Type
- Type: Unicameral

History
- Established: 1975
- Disbanded: 1979
- Preceded by: 7th Northwest Territories Legislative Council
- Succeeded by: 9th Northwest Territories Legislative Assembly
- Seats: 15

Elections
- Last election: 1975

Meeting place
- Yellowknife

= 8th Northwest Territories Legislative Assembly =

The 8th Northwest Territories Legislative Assembly was the 15th assembly of the territorial government.

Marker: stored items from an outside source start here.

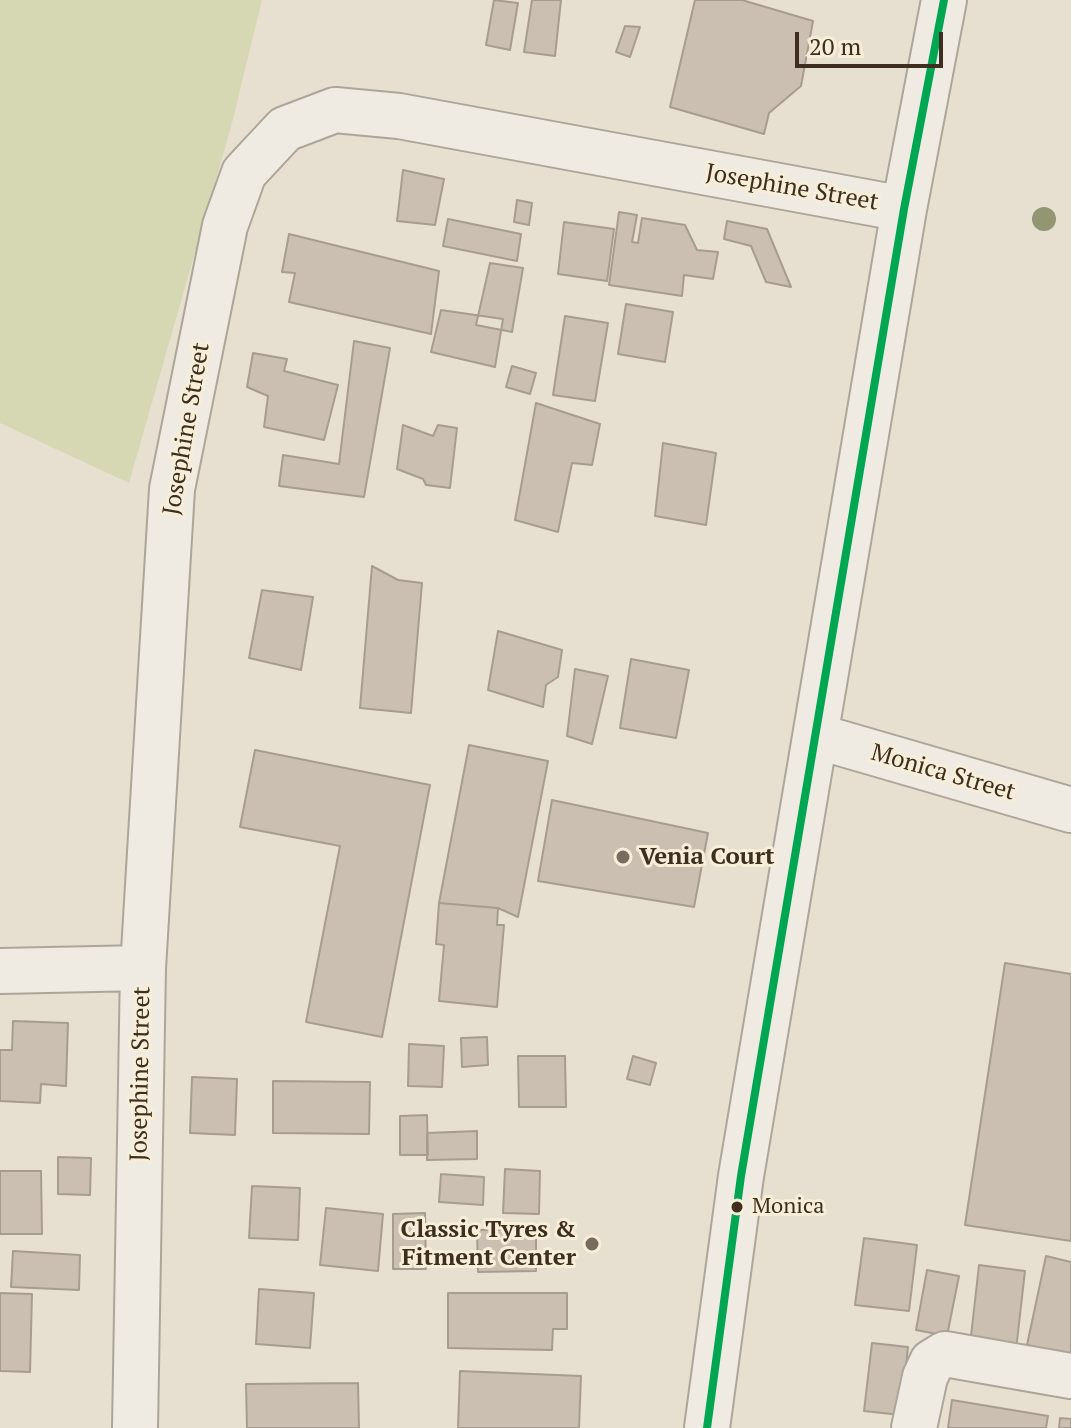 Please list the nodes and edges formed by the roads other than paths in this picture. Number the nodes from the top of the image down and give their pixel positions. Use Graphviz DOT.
graph roads {
  1 [pos="944,0"];
  2 [pos="904,209"];
  3 [pos="816,736"];
  4 [pos="1071,810"];
  5 [pos="143,968"];
  6 [pos="0,971"];
  7 [pos="1071,1376"];
  8 [pos="135,1428"];
  9 [pos="707,1428"];
  10 [pos="914,1428"];
  1 -- 2 [label="street"];
  2 -- 3 [label="street"];
  2 -- 5 [label="street, Josephine Street"];
  3 -- 4 [label="street, Monica Street"];
  3 -- 9 [label="street"];
  5 -- 6 [label="street"];
  5 -- 8 [label="street, Josephine Street"];
  7 -- 10 [label="street"];
} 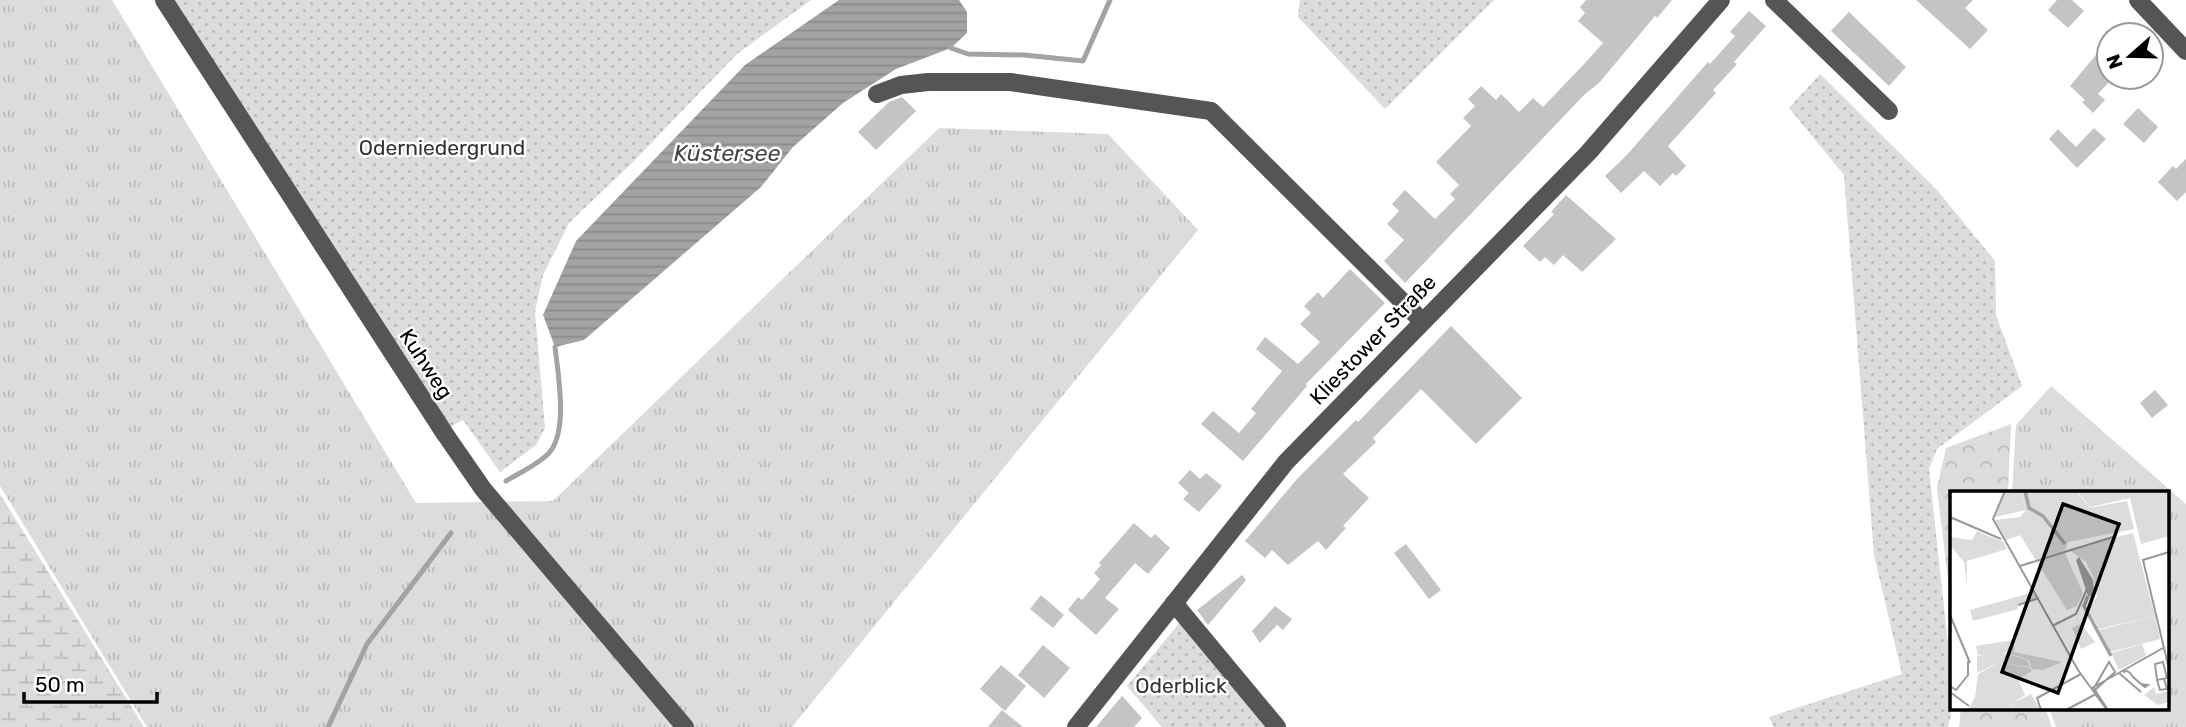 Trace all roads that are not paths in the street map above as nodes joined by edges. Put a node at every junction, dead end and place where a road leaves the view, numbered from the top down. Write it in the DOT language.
graph roads {
  1 [pos="164,0"];
  2 [pos="1721,0"];
  3 [pos="1774,0"];
  4 [pos="2138,0"];
  5 [pos="2186,51"];
  6 [pos="877,94"];
  7 [pos="1889,111"];
  8 [pos="1422,321"];
  9 [pos="1174,603"];
  10 [pos="685,727"];
  11 [pos="1076,727"];
  12 [pos="1277,727"];
  1 -- 10 [label="street, Kuhweg"];
  2 -- 8 [label="street, Kliestower Straße"];
  3 -- 7 [label="street"];
  4 -- 5 [label="street"];
  6 -- 8 [label="street"];
  8 -- 9 [label="street, Kliestower Straße"];
  9 -- 11 [label="street, Kliestower Straße"];
  9 -- 12 [label="street"];
}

The assembly lasted from 1975 until 1979. This was the first all elected council of the Northwest Territories since the 5th North West Assembly from 1902 to 1905. In honor of this achievement the Council renamed themselves the Legislative Assembly of the Northwest Territories despite still being officially called the Council of the Northwest Territories under the Northwest Territories Act.

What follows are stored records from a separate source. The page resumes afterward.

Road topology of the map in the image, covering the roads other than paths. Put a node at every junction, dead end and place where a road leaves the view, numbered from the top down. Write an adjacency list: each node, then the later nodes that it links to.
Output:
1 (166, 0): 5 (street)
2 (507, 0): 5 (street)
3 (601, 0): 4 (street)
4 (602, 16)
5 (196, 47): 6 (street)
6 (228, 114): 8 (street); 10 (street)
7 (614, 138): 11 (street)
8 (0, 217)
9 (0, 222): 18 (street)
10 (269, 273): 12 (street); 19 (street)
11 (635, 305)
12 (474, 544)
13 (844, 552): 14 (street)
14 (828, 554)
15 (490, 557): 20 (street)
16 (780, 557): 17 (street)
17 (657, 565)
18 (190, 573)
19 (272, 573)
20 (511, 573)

==Members of the Legislative Assembly==

8th Northwest Territories Legislative Assembly
|  | District | Member | First elected / previously elected | No. of terms |
|  | Central Arctic | William Lyall | 1975 | 1st term |
|  | Central Baffin | Ipeelee Kilabuk | 1975 | 1st term |
|  | Foxe Basin | Mark Evaloarjuk | 1975 | 1st term |
|  | Great Slave | James Wah-Shee | 1975 | 1st term |
|  | Richard D. Whitford (1976) | 1976 | 1st term |
|  | Hay River | Donald Morton Stewart | 1967, 1975 | 2nd term* |
|  | High Arctic | Ludy Pudluk | 1975 | 1st term |
|  | Inuvik | Tom Butters | 1970 | 2nd term |
|  | Keewatin | Peter Irniq | 1975 | 1st term |
|  | Mackenzie Great Bear | George Barnaby | 1975 | 1st term |
|  | Peter Fraser (1976) | 1976 | 1st term |
|  | Mackenzie-Laird | William Lafferty | 1975 | 1st term |
|  | Slave River | Arnold McCallum | 1975 | 1st term |
|  | South Baffin | Bryan Pearson | 1970 | 2nd term |
|  | Western Arctic | John Steen | 1975 | 1st term |
|  | Yellowknife North | Dave Nickerson | 1975 | 1st term |
|  | Yellowknife South | David Searle | 1967 | 3rd term |

==By-elections==
At least two by-elections occurred in this assembly.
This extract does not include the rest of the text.